Seokjin tertawa, pelan. Dan Namjoon seperti mendengar suara renyah hujan menimpa jendela di pagi hari. Ini lucu, sebenarnya. Mendapati kesadaran bahwa mereka sudah berteman sejak kuliah. Tetapi Namjoon memang baru menyadari. "Kota apanya? Ini sudah masuk perkampungan. Serius kau lupa dua puluh dua jam kemarin kita duduk di kereta seperti robot?"
Oh, iya ya.
"… jadi wajar, kan, kalau aku protes karena apa yang Sajangnim bilang, tidak sesuai kenyataan. Mana yang katanya penginapannya di kaki gunung? Mana yang katanya dikelilingi hutan. Mana yang katanya bakal banyak kunang-kunang nanti?"
"Kau baru saja bilang kita di perkampungan, kan?"
"Tapi tidak ada kunang-kunang di sini, Namjoonie. Kita liburan, tapi gathering ini sama sekali tidak seru."

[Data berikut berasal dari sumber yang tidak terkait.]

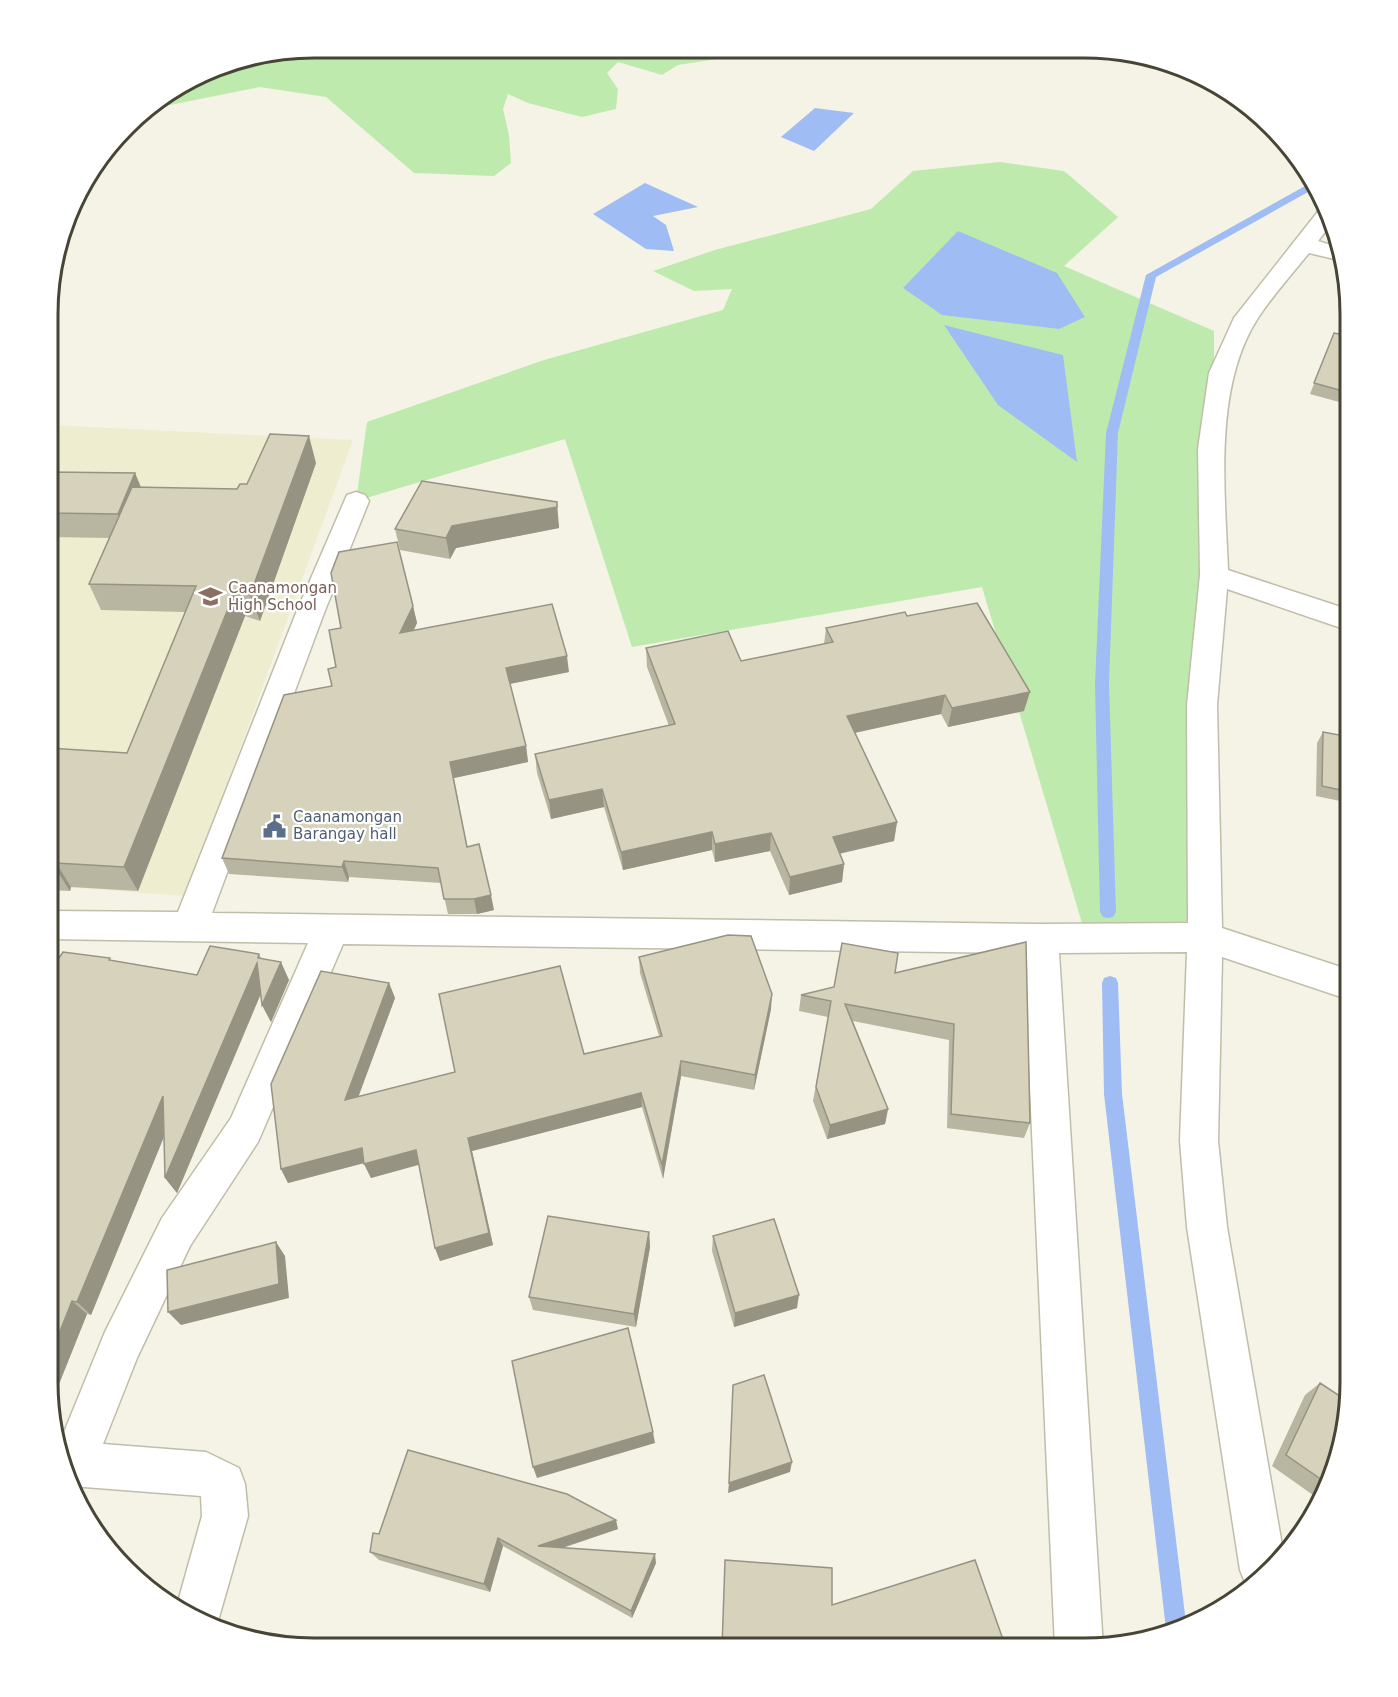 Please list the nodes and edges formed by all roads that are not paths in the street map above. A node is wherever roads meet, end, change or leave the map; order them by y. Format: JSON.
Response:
{"nodes":[{"id":1,"x":1322,"y":222,"type":"edge"},
{"id":2,"x":1306,"y":244,"type":"junction"},
{"id":3,"x":1332,"y":252,"type":"edge"},
{"id":4,"x":356,"y":501,"type":"dead end"},
{"id":5,"x":1214,"y":575,"type":"junction"},
{"id":6,"x":1340,"y":618,"type":"edge"},
{"id":7,"x":58,"y":925,"type":"edge"},
{"id":8,"x":190,"y":927,"type":"junction"},
{"id":9,"x":332,"y":928,"type":"junction"},
{"id":10,"x":1205,"y":937,"type":"junction"},
{"id":11,"x":1041,"y":939,"type":"junction"},
{"id":12,"x":1340,"y":982,"type":"edge"},
{"id":13,"x":70,"y":1458,"type":"edge"},
{"id":14,"x":72,"y":1464,"type":"edge"},
{"id":15,"x":1262,"y":1565,"type":"edge"},
{"id":16,"x":198,"y":1611,"type":"edge"},
{"id":17,"x":1078,"y":1638,"type":"edge"}],
"edges":[{"from":1,"to":2,"type":"street"},
{"from":2,"to":3,"type":"street"},
{"from":2,"to":5,"type":"street"},
{"from":4,"to":8,"type":"street"},
{"from":5,"to":6,"type":"street"},
{"from":5,"to":10,"type":"street"},
{"from":7,"to":8,"type":"street"},
{"from":8,"to":9,"type":"street"},
{"from":9,"to":11,"type":"street"},
{"from":9,"to":13,"type":"street"},
{"from":10,"to":11,"type":"street"},
{"from":10,"to":12,"type":"street"},
{"from":10,"to":15,"type":"street"},
{"from":11,"to":17,"type":"street"},
{"from":14,"to":16,"type":"street"}]}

Namjoon tergelak, keras. Tawanya mengiringi langkah Seokjin yang merangkak naik ke tempat tidur, sambil menggerutu, dan misuh-misuh selagi mematikan televisi untuk kemudian menarik selimut.
Dunia memang aneh, pikir Namjoon. Mereka adalah dua rekan sejawat, tumbuh bersama sejak kuliah. Tapi Namjoon baru menyadari satu hal: ia sangat menyukai bagaimana cara Seokjin tersenyum, cara Seokjin bicara kepadanya, dan cara Seokjin menatap lurus-lurus matanya.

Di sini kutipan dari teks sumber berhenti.